De ces décisions des Souverains Pontifes,
il faut absolument admettre que l'origine de la puissance publique
doit s'attribuer à Dieu, et non à la multitude ;
que le droit à l'émeute répugne à
la raison ; que ne tenir aucun compte des devoirs de la religion,
ou traiter de la même manière les différentes
religions, n'est permis ni aux individus, ni aux sociétés ;
que la liberté illimitée de penser et d'émettre
en public ses pensées ne doit nullement être rangée
parmi les droits des citoyens, ni parmi les choses dignes de faveur
et de protection. - De même, il faut admettre que l'Église,
non moins que l'État, de sa nature et de plein droit, est
une société parfaite ; que les dépositaires
du pouvoir ne doivent pas prétendre asservir et subjuguer
l'Église, ni diminuer sa liberté d'action dans sa
sphère, ni lui enlever n'importe lequel des droits qui
lui ont été conférés par Jésus-Christ.
- Dans les questions du droit mixte, il est pleinement conforme
à la nature ainsi qu'aux desseins de Dieu, non de séparer
une puissance de l'autre, moins encore de les mettre en lutte,
mais bien d'établir entre elles cette concorde qui est
en harmonie avec les attributs spéciaux que chaque société
tient de sa nature.
Telles sont les règles tracées
par l'Église catholique relativement à la constitution
et au gouvernement des États. - Ces principes et ces décrets,
si l'on veut en juger sainement, ne réprouvent en soi aucun
des différentes formes de gouvernement, attendu que celles-ci
n'ont rien qui répugne à la doctrine catholique,
et que si elles sont appliquées avec sagesse et justice,
elles peuvent toutes garantir la prospérité publique.

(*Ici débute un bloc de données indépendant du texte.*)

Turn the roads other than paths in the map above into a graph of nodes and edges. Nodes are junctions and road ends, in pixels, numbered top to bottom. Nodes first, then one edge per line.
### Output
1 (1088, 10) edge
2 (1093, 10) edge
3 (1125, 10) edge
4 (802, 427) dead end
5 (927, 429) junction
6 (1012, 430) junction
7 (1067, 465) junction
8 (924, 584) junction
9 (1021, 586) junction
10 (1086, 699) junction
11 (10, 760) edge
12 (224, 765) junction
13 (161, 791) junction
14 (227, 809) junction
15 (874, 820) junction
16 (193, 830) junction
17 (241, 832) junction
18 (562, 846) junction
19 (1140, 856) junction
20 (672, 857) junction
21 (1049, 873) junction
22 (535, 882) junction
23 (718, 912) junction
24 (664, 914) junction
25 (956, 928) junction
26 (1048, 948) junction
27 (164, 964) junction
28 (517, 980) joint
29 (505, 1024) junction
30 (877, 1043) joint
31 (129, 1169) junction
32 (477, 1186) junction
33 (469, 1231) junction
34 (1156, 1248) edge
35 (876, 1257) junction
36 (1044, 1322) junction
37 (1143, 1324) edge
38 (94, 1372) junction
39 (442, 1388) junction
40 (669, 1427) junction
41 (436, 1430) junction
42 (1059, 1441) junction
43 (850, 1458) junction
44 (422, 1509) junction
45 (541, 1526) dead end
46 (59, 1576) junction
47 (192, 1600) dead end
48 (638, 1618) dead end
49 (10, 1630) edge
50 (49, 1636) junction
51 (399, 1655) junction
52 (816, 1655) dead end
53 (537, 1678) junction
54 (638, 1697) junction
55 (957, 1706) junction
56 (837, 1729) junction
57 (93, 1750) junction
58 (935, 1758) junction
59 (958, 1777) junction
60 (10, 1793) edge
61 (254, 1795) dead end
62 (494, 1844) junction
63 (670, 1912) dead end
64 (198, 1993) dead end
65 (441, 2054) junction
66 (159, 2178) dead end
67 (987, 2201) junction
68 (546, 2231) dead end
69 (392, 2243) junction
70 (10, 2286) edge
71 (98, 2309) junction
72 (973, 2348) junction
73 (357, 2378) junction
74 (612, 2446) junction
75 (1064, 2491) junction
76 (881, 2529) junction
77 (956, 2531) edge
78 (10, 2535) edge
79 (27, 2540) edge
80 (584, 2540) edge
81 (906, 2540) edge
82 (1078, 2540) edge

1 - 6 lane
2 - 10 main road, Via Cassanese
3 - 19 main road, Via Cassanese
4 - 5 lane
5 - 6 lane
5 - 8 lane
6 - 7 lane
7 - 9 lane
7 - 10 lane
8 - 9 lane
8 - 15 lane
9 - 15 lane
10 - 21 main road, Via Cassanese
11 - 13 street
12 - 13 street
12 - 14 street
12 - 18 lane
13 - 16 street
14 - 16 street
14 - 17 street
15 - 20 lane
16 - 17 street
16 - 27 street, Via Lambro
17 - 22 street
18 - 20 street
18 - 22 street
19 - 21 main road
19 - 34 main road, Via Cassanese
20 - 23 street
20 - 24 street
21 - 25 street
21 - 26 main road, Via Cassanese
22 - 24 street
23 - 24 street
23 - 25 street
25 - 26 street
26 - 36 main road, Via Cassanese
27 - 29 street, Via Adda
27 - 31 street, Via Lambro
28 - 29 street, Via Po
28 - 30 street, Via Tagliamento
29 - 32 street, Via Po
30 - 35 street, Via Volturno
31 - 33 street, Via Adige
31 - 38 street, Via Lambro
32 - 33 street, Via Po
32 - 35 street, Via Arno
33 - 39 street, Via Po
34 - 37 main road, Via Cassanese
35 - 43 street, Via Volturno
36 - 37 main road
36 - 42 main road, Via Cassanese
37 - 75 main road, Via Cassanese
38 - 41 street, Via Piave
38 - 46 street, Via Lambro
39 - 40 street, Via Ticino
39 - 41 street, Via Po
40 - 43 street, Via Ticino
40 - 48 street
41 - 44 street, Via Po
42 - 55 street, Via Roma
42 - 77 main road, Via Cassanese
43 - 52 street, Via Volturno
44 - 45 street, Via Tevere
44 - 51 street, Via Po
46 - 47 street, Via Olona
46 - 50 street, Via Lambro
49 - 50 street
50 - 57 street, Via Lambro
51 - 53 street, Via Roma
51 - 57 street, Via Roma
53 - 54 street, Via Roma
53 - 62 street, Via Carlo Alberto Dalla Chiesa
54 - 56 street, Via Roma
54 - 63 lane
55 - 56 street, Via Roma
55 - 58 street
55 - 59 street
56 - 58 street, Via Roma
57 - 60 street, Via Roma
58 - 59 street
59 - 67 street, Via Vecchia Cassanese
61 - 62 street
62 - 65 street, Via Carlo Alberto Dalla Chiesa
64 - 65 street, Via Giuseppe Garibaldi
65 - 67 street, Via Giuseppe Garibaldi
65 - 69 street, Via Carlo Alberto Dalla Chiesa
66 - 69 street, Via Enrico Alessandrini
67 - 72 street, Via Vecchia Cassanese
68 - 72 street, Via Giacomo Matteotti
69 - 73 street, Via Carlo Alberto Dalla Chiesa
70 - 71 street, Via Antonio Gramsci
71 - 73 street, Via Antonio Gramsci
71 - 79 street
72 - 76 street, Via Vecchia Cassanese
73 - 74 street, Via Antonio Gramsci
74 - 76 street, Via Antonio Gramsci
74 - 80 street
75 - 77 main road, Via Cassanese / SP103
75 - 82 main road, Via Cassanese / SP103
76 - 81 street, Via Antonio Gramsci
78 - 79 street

Bien plus, on ne réprouve pas en soi que le peuple ait
sa part plus ou moins grande au gouvernement ; cela même,
en certains temps et sous certaines lois, peut devenir non seulement
un avantage, mais un devoir pour les citoyens. - De plus, il n'y
a pour personne de juste motif d'accuser l'Église d'être
l'ennemie soit d'une juste tolérance, soit d'une saine
et légitime liberté. - En effet, si l'Église
juge qu'il n'est pas permis de mettre les divers cultes sur le
même pied légal que la vraie religion, elle ne condamne
pas pour cela les chefs d'État qui, en vue d'un bien à
atteindre, ou d'un mal à empêcher, tolèrent
dans la pratique que ces divers cultes aient chacun leur place
dans l'État.- C'est d'ailleurs la coutume de l'Église
de veiller avec le plus grand soin à ce que personne ne
soit forcé d'embrasser la foi catholique contre son gré,
car, ainsi que l'observe sagement saint Augustin, l'homme ne
peut croire que de plein gré (23).
Par la même raison, l'Église
ne peut approuver une liberté qui engendre le dégoût
des plus sainte lois de Dieu et secoue l'obéissance qui
est due à l'autorité légitime. C'est là
plutôt une licence qu'une liberté, et saint Augustin
l'appelle très justement une liberté de perdition
(24), et l'apôtre saint Pierre un voile de méchanceté
(25).
23. Tract., XXVI in Joan., n. 2.
24. Epist. CV., ad Donatistas, cap II, n. 9.
25. 1 P2, 16.
Bien plus, cette prétendue liberté,
étant opposée à la raison, est une véritable
servitude. Celui qui commet le péché est l'esclave
du péché (26). Celle-là, au contraire,
est la liberté vraie et désirable qui, dans l'ordre
individuel, ne laisse l'homme esclave ni des erreurs, ni des passions
qui sont ses pires tyrans ; et dans l'ordre public trace
de sages règles aux citoyens, facilite largement l'accroissement
du bien-être et préserve de l'arbitraire d'autrui
la chose publique - Cette liberté honnête et digne
de l'homme, l'Église l'approuve au plus haut point, et,
pour en garantir aux peuples la ferme et intégrale jouissance,
elle n'a jamais cessé de lutter et de combattre.
26. Jn 8, 34.
Oui, en vérité, tout ce qu'il
peut y avoir de salutaire au bien en général dans
l'État ; tout ce qui est utile à protéger
le peuple contre la licence des princes qui ne pourvoient pas
à son bien, tout ce qui empêche les empiétements
injustes de l'État sur la commune ou la famille ;
tout ce qui intéresse l'honneur, la personnalité
humaine et la sauvegarde des droits égaux de chacun, tout
cela, l'Église catholique en a toujours pris soit l'initiative,
soit le patronage, soit la protection, comme l'attestent les monuments
des âges précédents.
Toujours conséquente avec elle-même,
si d'une part elle repousse une liberté immodérée
qui, pour les individus et les peuples, dégénère
en licence ou en servitude, de l'autre elle embrasse de grand
coeur les progrès que chaque jour fait naître, si
vraiment ils contribuent à la prospérité
de cette vie, qui est comme un acheminement vers la vie future
et durable à jamais. - Ainsi donc, dire que l'Église
voit de mauvais oeil les formes plus modernes des systèmes
politiques et repousse en bloc toutes les découvertes du
génie contemporain, c'est une calomnie vaine et sans fondement.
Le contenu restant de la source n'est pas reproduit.